I am at my grandparent’s house, sleeping comfortably. I wake up and look at the clock. It’s 1:00, and I am very thirsty. I decide to go downstairs and have a drink of water before returning to bed. I roll out of bed and begin to walk towards the door.
As I approach the door, I begin to feel like I am walking through thick mud. Confused by this otherworldly feeling, I begin to panic. I am now finding it harder and harder to breathe. Scared that I may be having an asthma attack, I try to yell for help with what little breath I have left. I can’t seem to make a sound. In fact, not even my foot steps are making a sounds, and my entire world is eerily silent. I now feel my death is steadily approaching. As I collapse on the ground, I make one final lunge for the door.
My body is so weak that I can barely lift my arm to the doorknob. I somehow find the strength to get my hand on the doorknob, but I cannot turn it. In fact, my attempts to do so produce no sound at all. The only sound is the rhythmic clinking of the ceiling fan above me. As I fall against the door, to weak to struggle any longer, I am sure that this will be the place that I die. Before my final breath, I see something out of the corner of my eye. It is my body, still lying comfortably bed.

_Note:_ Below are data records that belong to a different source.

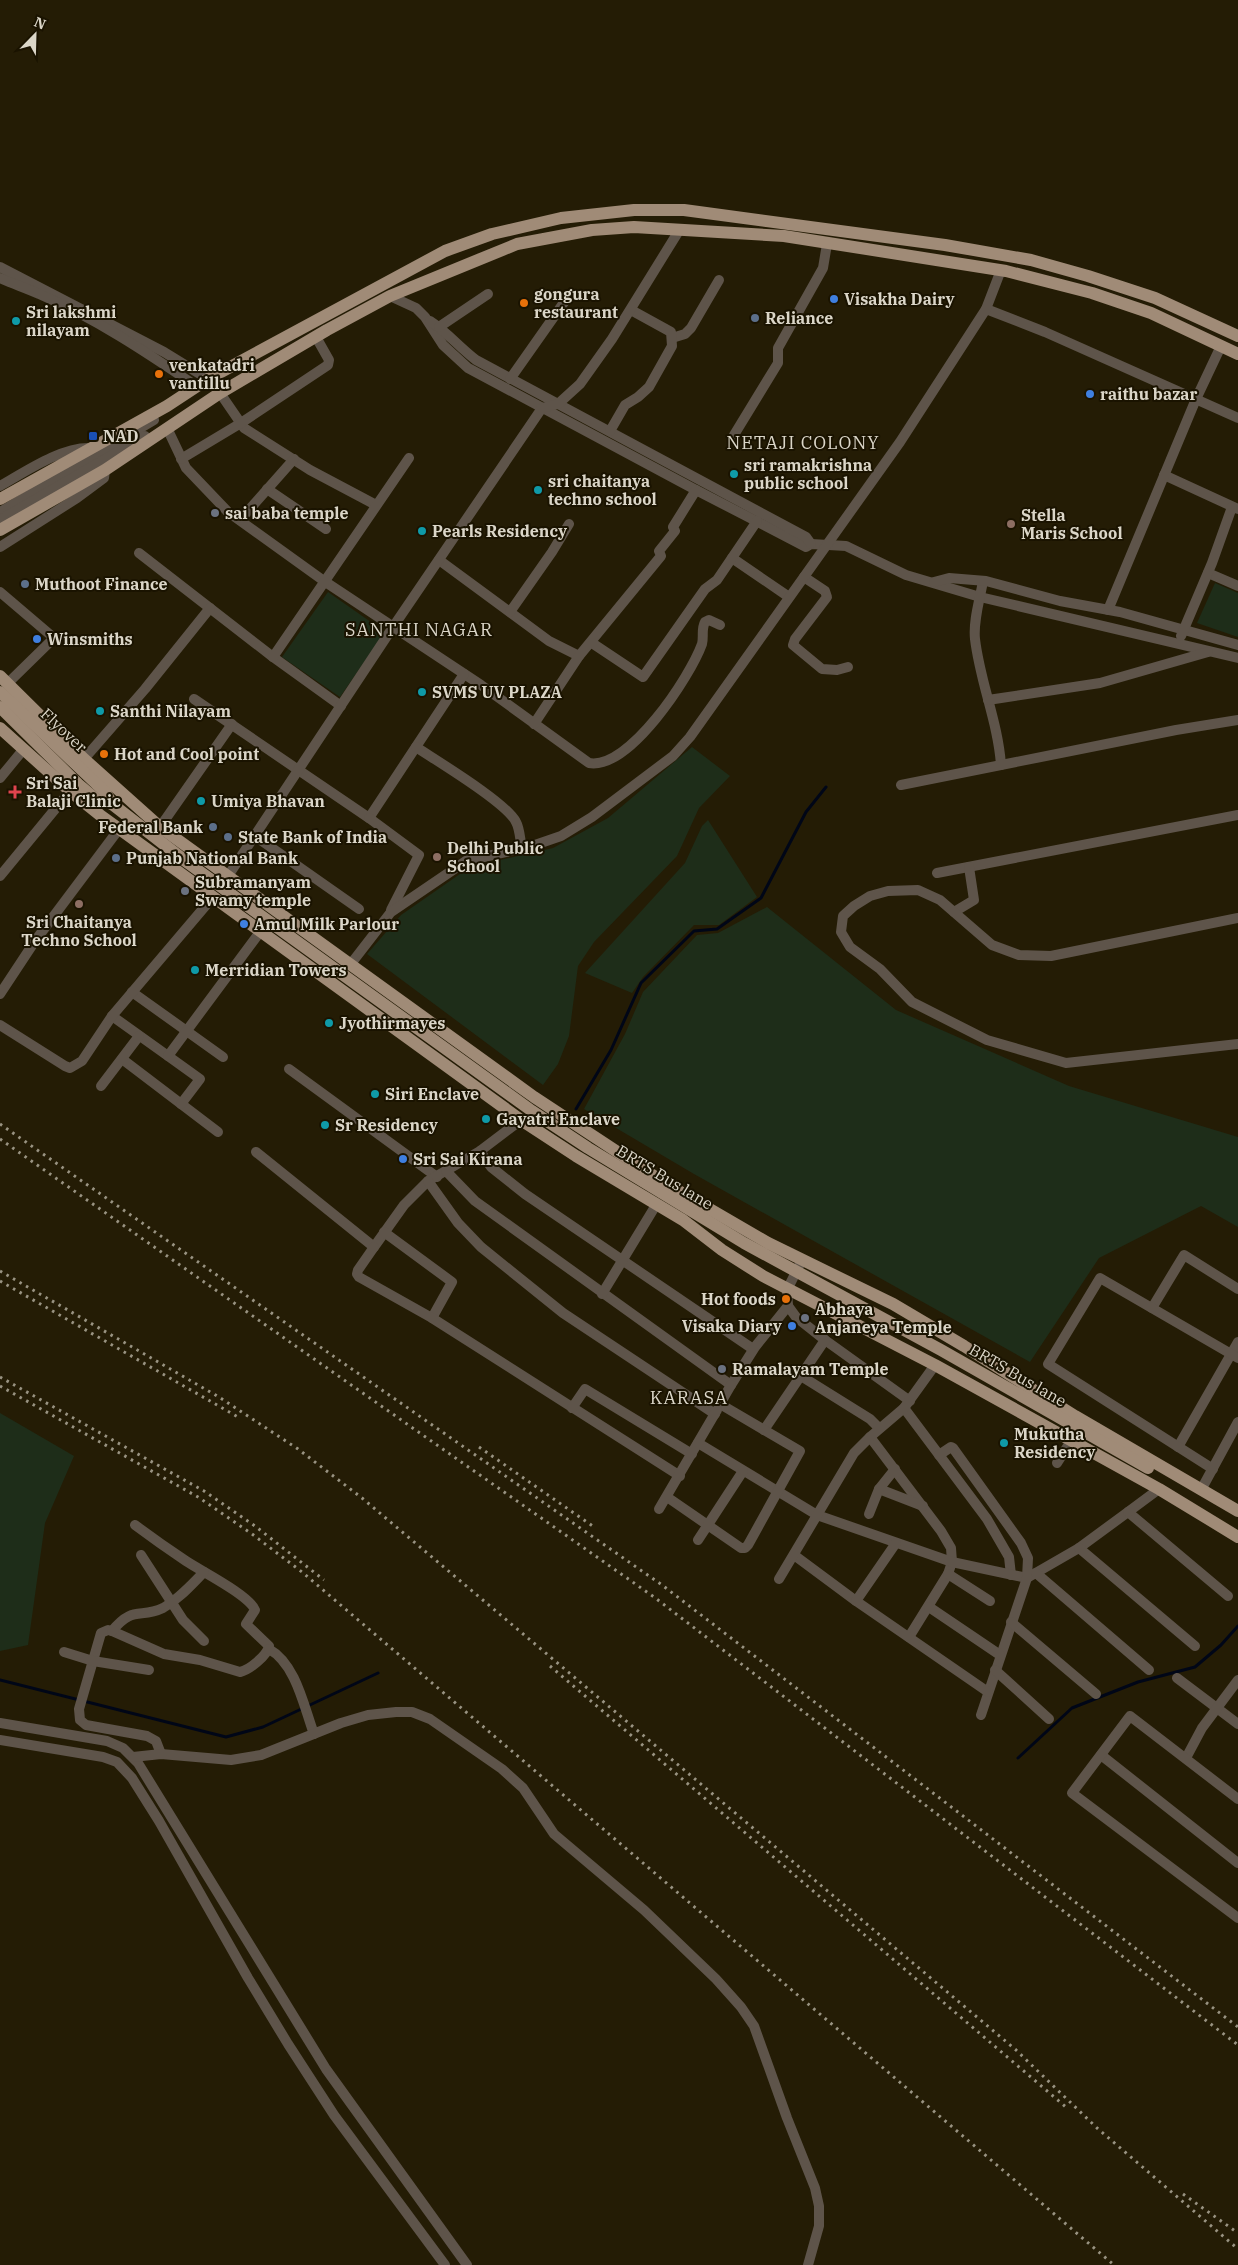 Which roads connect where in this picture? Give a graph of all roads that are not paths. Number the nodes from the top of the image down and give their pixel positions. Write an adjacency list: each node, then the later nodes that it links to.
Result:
1 (680, 229): 2 (main road); 8 (main road); 11 (street)
2 (827, 244): 4 (main road); 32 (street)
3 (0, 267): 19 (street)
4 (1001, 270): 10 (street); 17 (main road)
5 (0, 278): 21 (street)
6 (719, 280): 16 (street)
7 (488, 294): 13 (street)
8 (390, 296): 12 (street); 15 (main road)
9 (565, 301): 20 (street)
10 (986, 309): 23 (street); 53 (street)
11 (631, 310): 16 (street); 24 (street)
12 (425, 317): 13 (street); 26 (street)
13 (440, 327): 20 (street)
14 (1238, 336): 19 (main road)
15 (316, 337): 22 (main road); 29 (street)
16 (672, 338): 31 (street)
17 (1221, 346): 18 (main road); 23 (street)
18 (1238, 354)
19 (208, 379): 21 (main road)
20 (510, 379): 24 (street)
21 (196, 386): 25 (main road)
22 (220, 393): 28 (main road); 29 (street)
23 (1196, 399): 27 (street); 38 (street)
24 (558, 404): 26 (street); 31 (street)
25 (167, 406): 33 (main road); 45 (street)
26 (542, 408): 41 (street); 57 (street)
27 (1238, 418)
28 (178, 421): 30 (main road); 46 (street)
29 (241, 423): 35 (street); 36 (street)
30 (167, 428): 35 (street); 37 (main road)
31 (610, 431): 52 (street)
32 (734, 435)
33 (90, 448): 39 (street); 42 (main road)
34 (409, 458): 43 (street)
35 (181, 459): 47 (street)
36 (294, 459): 40 (street); 43 (street)
37 (105, 470): 51 (main road); 54 (street)
38 (1164, 475): 44 (street); 68 (street)
39 (0, 486)
40 (267, 489): 47 (street); 50 (street)
41 (696, 490): 48 (street); 73 (street)
42 (0, 499)
43 (376, 506): 60 (street)
44 (1235, 508): 58 (street)
45 (0, 512)
46 (0, 520)
47 (240, 520): 60 (street)
48 (757, 521): 52 (street); 56 (street)
49 (569, 524): 69 (street)
50 (326, 529)
51 (0, 530)
52 (811, 544): 53 (street)
53 (828, 544): 59 (street); 62 (street)
54 (0, 547)
55 (140, 553): 67 (street)
56 (732, 558): 65 (street); 73 (street)
57 (439, 560): 69 (street); 71 (street)
58 (1208, 573): 63 (street); 72 (street)
59 (804, 577): 65 (street); 80 (street)
60 (324, 580): 71 (street); 78 (street)
61 (983, 581): 62 (street); 66 (street); 68 (street)
62 (934, 582): 66 (street)
63 (1238, 586)
64 (0, 592): 82 (street)
65 (789, 597): 105 (street)
66 (980, 597): 74 (street); 84 (street)
67 (210, 608): 78 (street); 93 (street)
68 (1108, 610): 72 (street)
69 (510, 612): 77 (street)
70 (720, 625): 89 (street)
71 (393, 627): 81 (street); 85 (street)
72 (1183, 631): 74 (street); 75 (street)
73 (592, 644): 77 (street)
74 (1178, 644): 76 (street)
75 (1238, 645)
76 (1208, 652): 79 (street); 84 (street)
77 (579, 656): 89 (street)
78 (273, 658): 85 (street)
79 (1238, 658)
80 (848, 666)
81 (464, 674): 89 (street); 91 (street)
82 (3, 684): 93 (main road); 99 (main road, Flyover)
83 (194, 699): 88 (street)
84 (988, 700): 94 (street)
85 (341, 706): 95 (street)
86 (0, 707): 98 (main road, Flyover)
87 (1238, 720): 94 (street)
88 (232, 724): 95 (street); 102 (street)
89 (534, 724)
90 (0, 728): 92 (main road)
91 (416, 747): 101 (street); 105 (street)
92 (23, 750): 96 (street); 98 (main road)
93 (84, 759): 102 (main road)
94 (1002, 765): 97 (street)
95 (300, 769): 101 (street); 104 (street)
96 (0, 778)
97 (901, 785)
98 (74, 788): 99 (main road, Flyover); 103 (main road); 108 (street)
99 (101, 796): 141 (main road, BRTS Bus lane)
100 (1238, 815): 106 (street)
101 (369, 818): 112 (street)
102 (160, 827): 109 (main road)
103 (119, 829): 110 (main road); 118 (street)
104 (255, 836): 109 (street); 111 (street)
105 (522, 849): 112 (street)
106 (969, 867): 107 (street); 113 (street)
107 (937, 874)
108 (0, 876)
109 (228, 876): 116 (main road)
110 (214, 897): 115 (main road); 117 (street)
111 (359, 909)
112 (390, 912): 116 (street)
113 (954, 912): 114 (street); 123 (street)
114 (1238, 918)
115 (260, 932): 121 (street); 130 (main road)
116 (350, 965): 140 (main road)
117 (132, 992): 119 (street); 121 (street)
118 (0, 994)
119 (112, 1016): 120 (street); 122 (street)
120 (0, 1025)
121 (186, 1032): 124 (street); 125 (street)
122 (139, 1036): 124 (street); 126 (street)
123 (1238, 1044)
124 (168, 1056): 129 (street)
125 (223, 1057)
126 (122, 1059): 128 (street); 129 (street)
127 (289, 1069): 135 (street)
128 (102, 1086)
129 (182, 1104): 131 (street)
130 (521, 1120): 132 (street); 136 (main road)
131 (218, 1132)
132 (480, 1151): 134 (street); 139 (street)
133 (256, 1152): 138 (street)
134 (446, 1171): 135 (street); 144 (street)
135 (433, 1179): 137 (street); 158 (street)
136 (656, 1205): 139 (street); 143 (main road)
137 (384, 1232): 138 (street); 147 (street)
138 (374, 1247): 147 (street)
139 (622, 1260): 144 (street); 150 (street)
140 (802, 1260): 141 (street); 176 (main road)
141 (796, 1272): 143 (street); 184 (main road, BRTS Bus lane)
142 (1238, 1289): 146 (street)
143 (787, 1290): 145 (street); 152 (main road)
144 (602, 1294): 154 (street)
145 (788, 1306): 148 (street); 150 (street)
146 (1152, 1308): 151 (street); 165 (street)
147 (432, 1318): 157 (street)
148 (825, 1340): 153 (street); 155 (street)
149 (1238, 1342): 151 (street)
150 (753, 1349): 154 (street)
151 (1234, 1356): 165 (street)
152 (936, 1365): 155 (street); 163 (main road)
153 (801, 1376): 160 (street); 161 (street)
154 (731, 1384): 156 (street)
155 (910, 1400): 160 (street); 166 (street)
156 (720, 1404): 158 (street); 161 (street)
157 (572, 1408): 167 (street); 172 (street)
158 (715, 1414): 164 (street)
159 (1238, 1422): 170 (street)
160 (880, 1428): 162 (street)
161 (764, 1430): 175 (street)
162 (870, 1436): 169 (street); 183 (street)
163 (1071, 1440): 168 (street); 174 (main road)
164 (698, 1443): 167 (street); 171 (street)
165 (1178, 1447): 170 (street)
166 (944, 1451): 196 (street); 196 (street)
167 (692, 1454): 172 (street)
168 (1056, 1463)
169 (895, 1469): 173 (street); 178 (street)
170 (1213, 1469): 176 (street)
171 (743, 1471): 175 (street); 186 (street)
172 (680, 1476): 177 (street)
173 (879, 1489): 178 (street); 182 (street)
174 (1159, 1489): 181 (street); 187 (main road)
175 (778, 1490): 183 (street); 186 (street)
176 (1201, 1490): 180 (main road)
177 (667, 1497): 179 (street); 186 (street)
178 (924, 1507): 193 (street)
179 (659, 1509)
180 (1238, 1511)
181 (1128, 1512): 190 (street); 198 (street)
182 (869, 1514)
183 (818, 1515): 189 (street); 192 (street)
184 (1238, 1521)
185 (135, 1524): 194 (street)
186 (708, 1525): 188 (street)
187 (1238, 1537)
188 (698, 1540)
189 (896, 1543): 193 (street); 200 (street)
190 (1079, 1548): 196 (street); 207 (street)
191 (141, 1555): 201 (street)
192 (794, 1555): 197 (street); 200 (street)
193 (952, 1562): 195 (street); 196 (street)
194 (204, 1572): 201 (street); 208 (street)
195 (948, 1574): 199 (street); 202 (street)
196 (1022, 1576): 203 (street); 214 (street)
197 (779, 1579)
198 (1228, 1596)
199 (990, 1600)
200 (856, 1601): 205 (street)
201 (172, 1602): 204 (street); 206 (street)
202 (929, 1607): 205 (street); 210 (street)
203 (1011, 1622): 210 (street); 218 (street)
204 (112, 1631): 208 (street); 211 (street)
205 (909, 1637): 217 (street)
206 (204, 1642)
207 (1195, 1646)
208 (269, 1649): 224 (street)
209 (64, 1652): 211 (street)
210 (998, 1653): 213 (street)
211 (93, 1661): 212 (street); 226 (street)
212 (149, 1670)
213 (995, 1670): 217 (street); 221 (street)
214 (1149, 1670)
215 (1177, 1678): 219 (street)
216 (1238, 1680): 219 (street)
217 (985, 1690): 220 (street)
218 (1096, 1694)
219 (1217, 1708): 223 (street); 229 (street)
220 (981, 1715)
221 (1048, 1719)
222 (0, 1723): 228 (street)
223 (1238, 1724)
224 (314, 1734): 226 (street); 235 (street)
225 (0, 1740): 233 (street)
226 (160, 1754): 228 (street)
227 (1101, 1755): 229 (street); 231 (street); 232 (street)
228 (133, 1757): 234 (street)
229 (1186, 1758): 230 (street)
230 (1238, 1799)
231 (1238, 1863)
232 (1238, 1918)
233 (445, 2265)
234 (467, 2265)
235 (808, 2265)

All emotions I am feeling are immediately replaced by fear. It is a kind of fear that is stronger than the fear of death. It is a fear that comes from seeing something that you know cannot exist, something so abnormal that it shatters your mind. I let out one more silent, blood-curdling scream. I die. After my death, I wake up right where I saw myself just moments before. It’s 1:01, and I am very thirsty.
I didn’t learn what this experience was until many years later. It is what’s called a “failed projection.” Apparently, it’s what happens when your “projected double” doesn’t take enough “energy” with it as it leaves the physical body.